本文记录一些Linux系统被入侵后,常用的检测手段和命令:
history/last/lastlog看登录操作历史
crontab -l cat /etc/cron* 看任务有无异常
top 看有没有cpu占用高的,如果中了挖矿木马,cpu占用会很高。
sar -n DEV 看有没有大流量
netstat -anput看有无异常连接, 异常连接的对端地址能不能封掉
lsof -i:port 看详细情况
发现木马后,可以按照文件大小搜索文件系统,如:
find / -size 1243c
看看ps netstat lsof 等命令大小和日期是否正常,有没有被木马篡改,用ls -alt查看,或者用sha1sum命令得到这几个命令的hash值,到virustotal上查询一下。

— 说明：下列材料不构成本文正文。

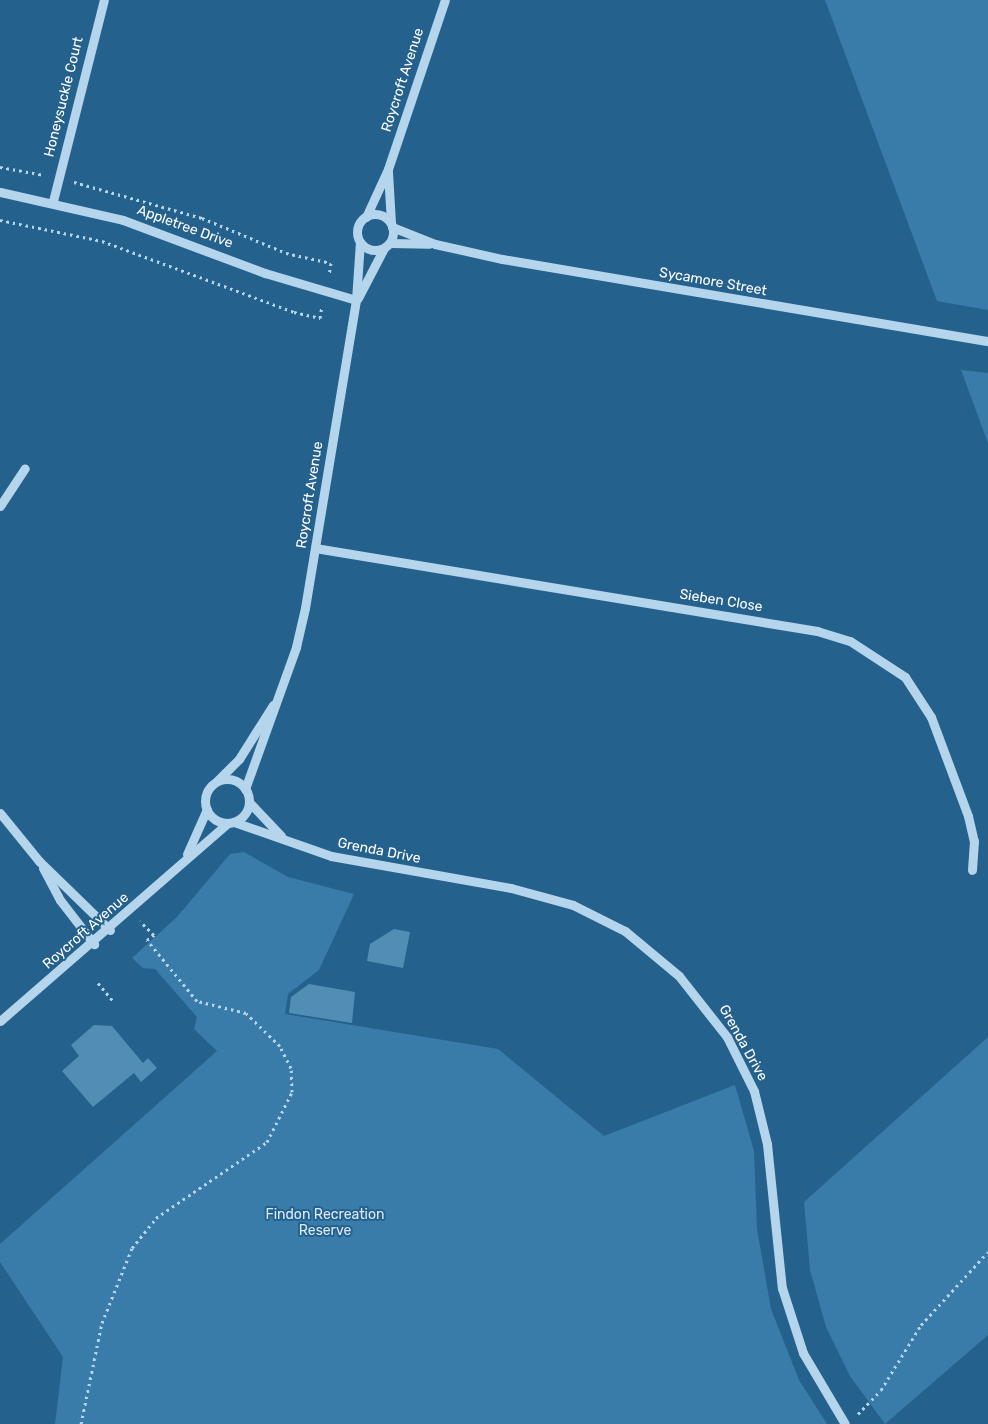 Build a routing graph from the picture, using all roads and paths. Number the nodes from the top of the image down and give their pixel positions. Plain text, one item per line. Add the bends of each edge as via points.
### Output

查看是否有开机启动项,查看/etc/init.d目录,
ls -alt 查看是否有新建的文件,如果文件时间戳被改了,则还需要仔细查看文件内容。
清理木马时,通常都会有守护进程,即进程杀掉后,会又出现,此时需要找出守护进程,新生成的进程是由父进程创建的,记下新进程的PID,
用ps ef| grep PID命令,第三列即是父进程的ID,然后根据该ID找到父进程及相应的文件。然后杀掉相关进程即可。
获取到木马样本时,也可以将其拖到IDA中查看,可以详细了解木马做了哪些事情,防止在清理时有遗漏。